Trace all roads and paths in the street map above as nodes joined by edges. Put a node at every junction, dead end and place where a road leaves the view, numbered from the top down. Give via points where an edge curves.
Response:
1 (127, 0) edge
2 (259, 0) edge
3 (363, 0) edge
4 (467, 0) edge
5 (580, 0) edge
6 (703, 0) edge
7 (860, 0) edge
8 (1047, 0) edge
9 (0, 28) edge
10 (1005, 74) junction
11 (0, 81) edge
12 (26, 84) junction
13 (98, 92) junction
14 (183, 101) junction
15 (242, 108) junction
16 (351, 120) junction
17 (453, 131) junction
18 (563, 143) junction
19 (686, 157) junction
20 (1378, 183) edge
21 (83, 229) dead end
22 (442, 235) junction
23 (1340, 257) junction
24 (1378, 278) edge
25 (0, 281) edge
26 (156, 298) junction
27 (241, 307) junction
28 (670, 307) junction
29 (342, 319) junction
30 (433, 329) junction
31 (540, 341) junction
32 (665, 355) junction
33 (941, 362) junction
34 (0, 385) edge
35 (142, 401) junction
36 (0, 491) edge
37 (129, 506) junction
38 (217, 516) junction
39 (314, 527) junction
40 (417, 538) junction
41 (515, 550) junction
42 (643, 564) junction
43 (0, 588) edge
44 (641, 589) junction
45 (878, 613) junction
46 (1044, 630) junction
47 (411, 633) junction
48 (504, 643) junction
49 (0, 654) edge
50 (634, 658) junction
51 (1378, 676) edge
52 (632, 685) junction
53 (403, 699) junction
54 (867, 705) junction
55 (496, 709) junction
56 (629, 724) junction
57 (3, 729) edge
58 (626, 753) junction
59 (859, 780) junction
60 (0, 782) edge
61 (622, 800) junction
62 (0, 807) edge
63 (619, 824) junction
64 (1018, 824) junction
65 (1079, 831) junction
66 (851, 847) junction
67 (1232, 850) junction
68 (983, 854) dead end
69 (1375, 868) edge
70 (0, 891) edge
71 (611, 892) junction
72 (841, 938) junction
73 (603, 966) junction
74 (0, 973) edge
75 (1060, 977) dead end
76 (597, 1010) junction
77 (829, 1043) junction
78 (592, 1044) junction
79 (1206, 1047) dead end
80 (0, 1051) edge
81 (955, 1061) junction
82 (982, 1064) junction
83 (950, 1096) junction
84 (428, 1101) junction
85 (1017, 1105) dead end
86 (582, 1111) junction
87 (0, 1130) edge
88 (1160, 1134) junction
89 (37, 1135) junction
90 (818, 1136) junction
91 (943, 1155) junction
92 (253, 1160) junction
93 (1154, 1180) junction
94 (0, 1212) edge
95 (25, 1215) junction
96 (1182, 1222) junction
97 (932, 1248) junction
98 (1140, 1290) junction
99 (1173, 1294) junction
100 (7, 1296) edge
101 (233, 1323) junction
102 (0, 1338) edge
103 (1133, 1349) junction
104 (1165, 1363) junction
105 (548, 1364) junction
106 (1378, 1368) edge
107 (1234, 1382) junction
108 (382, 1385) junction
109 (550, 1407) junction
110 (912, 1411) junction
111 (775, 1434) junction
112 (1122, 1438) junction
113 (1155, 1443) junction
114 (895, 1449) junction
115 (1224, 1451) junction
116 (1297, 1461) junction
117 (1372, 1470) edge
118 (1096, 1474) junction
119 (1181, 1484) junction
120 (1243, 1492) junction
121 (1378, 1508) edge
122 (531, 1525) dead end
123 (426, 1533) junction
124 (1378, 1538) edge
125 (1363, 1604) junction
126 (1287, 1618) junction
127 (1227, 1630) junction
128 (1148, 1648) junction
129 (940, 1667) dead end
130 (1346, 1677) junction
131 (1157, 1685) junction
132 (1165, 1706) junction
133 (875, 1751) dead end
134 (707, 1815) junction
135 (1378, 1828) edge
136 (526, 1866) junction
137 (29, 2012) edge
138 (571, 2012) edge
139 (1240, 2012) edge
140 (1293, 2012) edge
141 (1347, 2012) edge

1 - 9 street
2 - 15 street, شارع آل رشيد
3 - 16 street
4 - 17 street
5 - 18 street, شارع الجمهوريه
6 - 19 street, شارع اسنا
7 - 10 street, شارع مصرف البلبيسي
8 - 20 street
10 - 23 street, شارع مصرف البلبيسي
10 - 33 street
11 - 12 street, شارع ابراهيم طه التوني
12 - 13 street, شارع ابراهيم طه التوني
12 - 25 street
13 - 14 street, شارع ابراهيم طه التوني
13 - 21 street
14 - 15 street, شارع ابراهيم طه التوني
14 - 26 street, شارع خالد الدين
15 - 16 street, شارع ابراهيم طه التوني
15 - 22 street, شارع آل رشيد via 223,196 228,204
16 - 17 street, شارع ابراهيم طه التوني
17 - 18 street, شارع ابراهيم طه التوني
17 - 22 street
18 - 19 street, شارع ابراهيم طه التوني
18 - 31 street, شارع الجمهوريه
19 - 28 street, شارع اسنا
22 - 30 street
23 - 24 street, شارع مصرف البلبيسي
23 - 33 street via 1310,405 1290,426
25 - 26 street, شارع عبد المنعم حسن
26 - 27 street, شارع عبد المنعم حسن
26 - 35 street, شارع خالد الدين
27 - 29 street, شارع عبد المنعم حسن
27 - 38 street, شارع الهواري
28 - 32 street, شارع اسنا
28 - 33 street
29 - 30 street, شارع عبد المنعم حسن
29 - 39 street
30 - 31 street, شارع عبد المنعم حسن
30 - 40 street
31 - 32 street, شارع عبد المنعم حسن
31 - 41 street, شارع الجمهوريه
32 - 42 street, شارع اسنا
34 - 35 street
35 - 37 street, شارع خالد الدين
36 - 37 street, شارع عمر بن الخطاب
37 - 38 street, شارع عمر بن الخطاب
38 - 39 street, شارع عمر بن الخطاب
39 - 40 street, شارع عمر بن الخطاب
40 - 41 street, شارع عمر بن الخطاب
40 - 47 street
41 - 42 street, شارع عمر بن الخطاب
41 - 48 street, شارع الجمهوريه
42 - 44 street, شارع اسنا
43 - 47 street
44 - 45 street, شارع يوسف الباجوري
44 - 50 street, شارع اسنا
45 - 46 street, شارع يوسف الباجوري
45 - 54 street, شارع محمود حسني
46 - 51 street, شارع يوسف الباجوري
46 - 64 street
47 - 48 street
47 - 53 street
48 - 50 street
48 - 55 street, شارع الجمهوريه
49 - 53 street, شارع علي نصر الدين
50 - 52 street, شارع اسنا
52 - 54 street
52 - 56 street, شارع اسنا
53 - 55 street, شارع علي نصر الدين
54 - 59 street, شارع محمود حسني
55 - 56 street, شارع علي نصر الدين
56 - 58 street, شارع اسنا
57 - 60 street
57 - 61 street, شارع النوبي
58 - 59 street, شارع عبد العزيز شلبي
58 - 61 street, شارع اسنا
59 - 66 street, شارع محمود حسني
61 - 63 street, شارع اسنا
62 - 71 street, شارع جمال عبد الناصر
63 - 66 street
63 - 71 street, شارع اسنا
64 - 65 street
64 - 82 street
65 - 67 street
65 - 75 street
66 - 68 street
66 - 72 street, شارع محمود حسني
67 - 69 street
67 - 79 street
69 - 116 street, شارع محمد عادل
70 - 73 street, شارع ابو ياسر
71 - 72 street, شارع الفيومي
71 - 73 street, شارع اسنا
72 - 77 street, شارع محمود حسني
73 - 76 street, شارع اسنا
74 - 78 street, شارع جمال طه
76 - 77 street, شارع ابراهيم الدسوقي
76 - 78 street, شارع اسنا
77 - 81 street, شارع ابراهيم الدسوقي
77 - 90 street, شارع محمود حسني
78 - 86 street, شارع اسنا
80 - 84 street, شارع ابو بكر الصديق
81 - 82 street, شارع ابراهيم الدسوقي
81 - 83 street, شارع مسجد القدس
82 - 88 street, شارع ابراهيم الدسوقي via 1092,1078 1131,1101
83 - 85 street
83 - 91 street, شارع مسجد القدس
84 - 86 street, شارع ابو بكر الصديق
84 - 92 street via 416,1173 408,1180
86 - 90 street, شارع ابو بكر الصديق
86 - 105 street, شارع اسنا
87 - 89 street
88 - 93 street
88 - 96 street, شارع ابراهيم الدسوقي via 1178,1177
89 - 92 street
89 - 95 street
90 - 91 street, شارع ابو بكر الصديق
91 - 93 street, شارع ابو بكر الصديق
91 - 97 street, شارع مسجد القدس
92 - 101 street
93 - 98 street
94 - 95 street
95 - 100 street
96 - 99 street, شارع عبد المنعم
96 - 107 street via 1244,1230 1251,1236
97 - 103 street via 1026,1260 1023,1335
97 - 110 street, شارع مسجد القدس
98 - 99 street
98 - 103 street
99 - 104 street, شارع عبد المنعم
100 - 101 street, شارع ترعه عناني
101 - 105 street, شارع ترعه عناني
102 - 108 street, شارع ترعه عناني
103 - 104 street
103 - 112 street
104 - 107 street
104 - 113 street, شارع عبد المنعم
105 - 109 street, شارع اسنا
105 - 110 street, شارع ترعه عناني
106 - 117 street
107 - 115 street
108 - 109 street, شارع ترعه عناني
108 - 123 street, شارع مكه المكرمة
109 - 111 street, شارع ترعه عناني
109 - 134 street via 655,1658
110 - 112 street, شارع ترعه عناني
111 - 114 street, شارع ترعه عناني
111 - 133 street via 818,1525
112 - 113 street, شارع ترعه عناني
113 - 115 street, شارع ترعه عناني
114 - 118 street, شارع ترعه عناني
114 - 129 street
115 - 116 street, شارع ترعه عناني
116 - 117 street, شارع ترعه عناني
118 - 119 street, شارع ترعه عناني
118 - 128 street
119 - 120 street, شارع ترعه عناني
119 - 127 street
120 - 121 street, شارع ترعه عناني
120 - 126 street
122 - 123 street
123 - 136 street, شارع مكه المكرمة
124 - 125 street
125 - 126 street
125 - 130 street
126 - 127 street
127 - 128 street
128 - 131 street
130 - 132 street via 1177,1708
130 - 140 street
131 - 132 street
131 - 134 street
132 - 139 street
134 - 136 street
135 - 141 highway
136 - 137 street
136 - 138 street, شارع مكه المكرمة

********************

__Task to carry out__
Find "الدين" in the data above. Report each line where it appears.

__Solution to this exercise__
14 - 26 street, شارع خالد الدين
26 - 35 street, شارع خالد الدين
35 - 37 street, شارع خالد الدين
49 - 53 street, شارع علي نصر الدين
53 - 55 street, شارع علي نصر الدين
55 - 56 street, شارع علي نصر الدين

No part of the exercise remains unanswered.